▶ **Aim of the exercise**
A complete answer retypes each of the records below precisely and includes none of the pictures.

▼▼▼

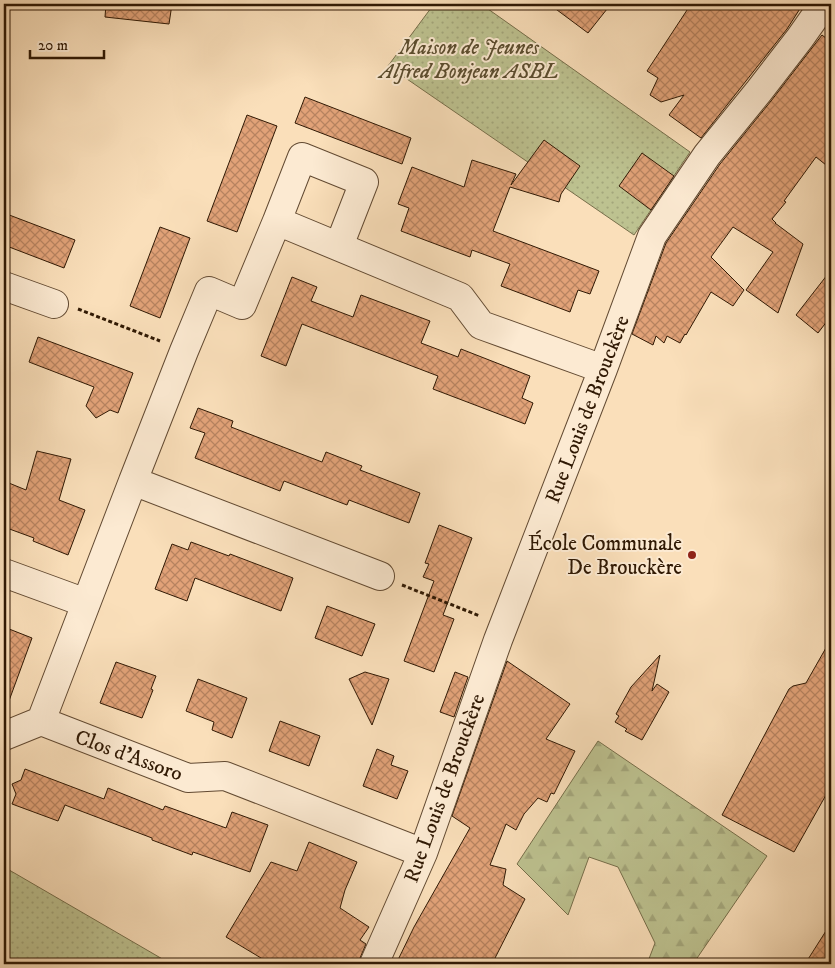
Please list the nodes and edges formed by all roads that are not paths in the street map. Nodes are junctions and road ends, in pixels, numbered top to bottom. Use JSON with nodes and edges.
{"nodes":[{"id":1,"x":824,"y":4,"type":"edge"},
{"id":2,"x":277,"y":221,"type":"junction"},
{"id":3,"x":339,"y":246,"type":"junction"},
{"id":4,"x":4,"y":286,"type":"edge"},
{"id":5,"x":54,"y":304,"type":"road end"},
{"id":6,"x":603,"y":368,"type":"junction"},
{"id":7,"x":133,"y":481,"type":"junction"},
{"id":8,"x":4,"y":573,"type":"edge"},
{"id":9,"x":380,"y":576,"type":"road end"},
{"id":10,"x":86,"y":603,"type":"junction"},
{"id":11,"x":41,"y":721,"type":"junction"},
{"id":12,"x":4,"y":736,"type":"edge"},
{"id":13,"x":422,"y":853,"type":"junction"},
{"id":14,"x":374,"y":964,"type":"edge"}],
"edges":[{"from":1,"to":6,"type":"street","name":"Rue Louis de Brouckère"},
{"from":2,"to":3,"type":"street"},
{"from":2,"to":3,"type":"street"},
{"from":2,"to":7,"type":"street"},
{"from":3,"to":6,"type":"street"},
{"from":4,"to":5,"type":"street"},
{"from":6,"to":13,"type":"street","name":"Rue Louis de Brouckère"},
{"from":7,"to":9,"type":"street"},
{"from":7,"to":10,"type":"street"},
{"from":8,"to":10,"type":"street"},
{"from":10,"to":11,"type":"street"},
{"from":11,"to":12,"type":"street"},
{"from":11,"to":13,"type":"street","name":"Clos d'Assoro"},
{"from":13,"to":14,"type":"street","name":"Rue Louis de Brouckère"}]}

▲▲▲

▶ **Exercise response**
Please list the nodes and edges formed by all roads that are not paths in the street map. Nodes are junctions and road ends, in pixels, numbered top to bottom. Use JSON with nodes and edges.
{"nodes":[{"id":1,"x":824,"y":4,"type":"edge"},
{"id":2,"x":277,"y":221,"type":"junction"},
{"id":3,"x":339,"y":246,"type":"junction"},
{"id":4,"x":4,"y":286,"type":"edge"},
{"id":5,"x":54,"y":304,"type":"road end"},
{"id":6,"x":603,"y":368,"type":"junction"},
{"id":7,"x":133,"y":481,"type":"junction"},
{"id":8,"x":4,"y":573,"type":"edge"},
{"id":9,"x":380,"y":576,"type":"road end"},
{"id":10,"x":86,"y":603,"type":"junction"},
{"id":11,"x":41,"y":721,"type":"junction"},
{"id":12,"x":4,"y":736,"type":"edge"},
{"id":13,"x":422,"y":853,"type":"junction"},
{"id":14,"x":374,"y":964,"type":"edge"}],
"edges":[{"from":1,"to":6,"type":"street","name":"Rue Louis de Brouckère"},
{"from":2,"to":3,"type":"street"},
{"from":2,"to":3,"type":"street"},
{"from":2,"to":7,"type":"street"},
{"from":3,"to":6,"type":"street"},
{"from":4,"to":5,"type":"street"},
{"from":6,"to":13,"type":"street","name":"Rue Louis de Brouckère"},
{"from":7,"to":9,"type":"street"},
{"from":7,"to":10,"type":"street"},
{"from":8,"to":10,"type":"street"},
{"from":10,"to":11,"type":"street"},
{"from":11,"to":12,"type":"street"},
{"from":11,"to":13,"type":"street","name":"Clos d'Assoro"},
{"from":13,"to":14,"type":"street","name":"Rue Louis de Brouckère"}]}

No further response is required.